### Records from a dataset
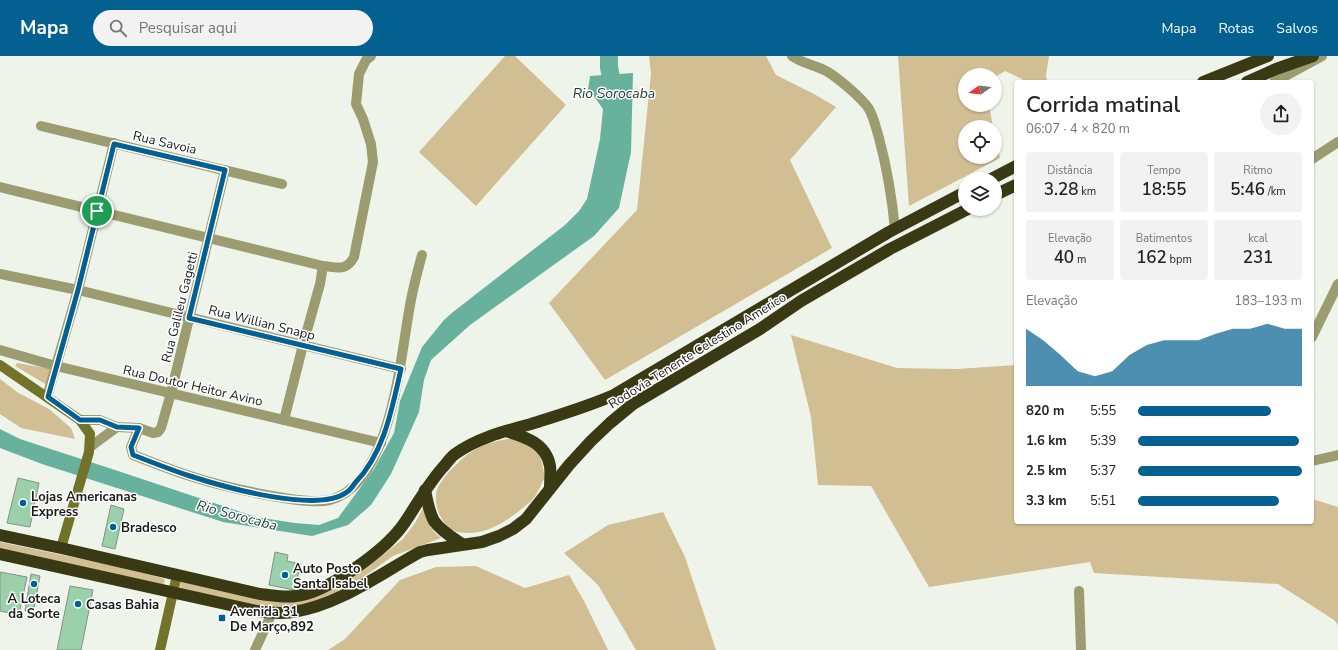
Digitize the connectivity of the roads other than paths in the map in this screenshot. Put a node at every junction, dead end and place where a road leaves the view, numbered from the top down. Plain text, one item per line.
1 (371, 56) edge
2 (792, 56) edge
3 (1268, 56) edge
4 (1313, 56) edge
5 (1322, 56) edge
6 (1209, 80) edge
7 (1251, 80) edge
8 (1278, 80) edge
9 (41, 126) dead end
10 (1338, 142) edge
11 (114, 144) junction
12 (1314, 158) edge
13 (1014, 167) edge
14 (225, 170) junction
15 (1002, 173) edge
16 (282, 184) dead end
17 (0, 187) edge
18 (1013, 187) edge
19 (1002, 192) edge
20 (958, 196) edge
21 (97, 211) junction
22 (958, 214) edge
23 (895, 229) junction
24 (209, 238) junction
25 (422, 255) dead end
26 (323, 266) junction
27 (0, 274) edge
28 (1338, 284) edge
29 (78, 290) junction
30 (189, 318) junction
31 (1314, 333) edge
32 (302, 345) junction
33 (0, 350) edge
34 (0, 365) edge
35 (56, 366) junction
36 (401, 369) junction
37 (171, 393) junction
38 (48, 397) junction
39 (80, 420) junction
40 (284, 420) junction
41 (117, 427) junction
42 (139, 428) junction
43 (505, 431) junction
44 (381, 443) junction
45 (90, 450) junction
46 (1338, 455) edge
47 (1314, 461) edge
48 (550, 488) junction
49 (425, 490) junction
50 (0, 536) edge
51 (462, 544) junction
52 (61, 548) junction
53 (0, 554) edge
54 (177, 575) junction
55 (1079, 591) dead end
56 (173, 593) junction
57 (272, 613) junction
58 (160, 650) edge
59 (255, 650) edge
60 (1081, 650) edge

1 - 26 street, Rua Galileu Gagetti
2 - 23 street
3 - 6 highway
4 - 7 highway
5 - 8 street
9 - 11 street, Rua Savoia
10 - 12 street
11 - 14 street, Rua Savoia
11 - 21 street
13 - 15 highway
14 - 16 street, Rua Savoia
14 - 24 street, Rua Galileu Gagetti
17 - 21 street, Rua Galileu Gagetti
18 - 19 highway
20 - 23 highway, Rodovia Tenente Celestino Americo
21 - 24 street, Rua Galileu Gagetti
21 - 29 street
22 - 48 highway, Rodovia Tenente Celestino Americo
23 - 43 highway, Rodovia Tenente Celestino Americo
24 - 26 street, Rua Galileu Gagetti
24 - 30 street, Rua Galileu Gagetti
25 - 36 street
26 - 32 street
27 - 29 street, Rua Willian Snapp
28 - 31 street
29 - 30 street, Rua Willian Snapp
29 - 35 street
30 - 32 street, Rua Willian Snapp
30 - 37 street, Rua Galileu Gagetti
32 - 36 street, Rua Willian Snapp
32 - 40 street
33 - 35 street, Rua Doutor Heitor Avino
34 - 38 main road
35 - 37 street, Rua Doutor Heitor Avino
35 - 38 street
36 - 44 street
37 - 40 street, Rua Doutor Heitor Avino
37 - 42 street, Rua Galileu Gagetti
38 - 39 main road
39 - 41 street, Rua Galileu Gagetti
39 - 45 main road
40 - 44 street, Rua Doutor Heitor Avino
41 - 42 street, Rua Galileu Gagetti
41 - 45 street
42 - 44 street
43 - 48 highway
43 - 49 highway, Rodovia Tenente Celestino Americo
45 - 52 main road
46 - 47 street
48 - 51 highway, Rodovia Tenente Celestino Americo
49 - 51 highway
49 - 54 highway, Rodovia Tenente Celestino Americo
50 - 52 highway
51 - 57 highway, Rodovia Tenente Celestino Americo
52 - 54 highway, Rodovia Tenente Celestino Americo
53 - 56 highway, Rodovia Tenente Celestino Americo
54 - 56 main road
55 - 60 street
56 - 57 highway, Rodovia Tenente Celestino Americo
56 - 58 main road
57 - 59 street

### Directions for this task
Read the lines above. Gather those in which the string "Celestino" is found.

### Result
20 - 23 highway, Rodovia Tenente Celestino Americo
22 - 48 highway, Rodovia Tenente Celestino Americo
23 - 43 highway, Rodovia Tenente Celestino Americo
43 - 49 highway, Rodovia Tenente Celestino Americo
48 - 51 highway, Rodovia Tenente Celestino Americo
49 - 54 highway, Rodovia Tenente Celestino Americo
51 - 57 highway, Rodovia Tenente Celestino Americo
52 - 54 highway, Rodovia Tenente Celestino Americo
53 - 56 highway, Rodovia Tenente Celestino Americo
56 - 57 highway, Rodovia Tenente Celestino Americo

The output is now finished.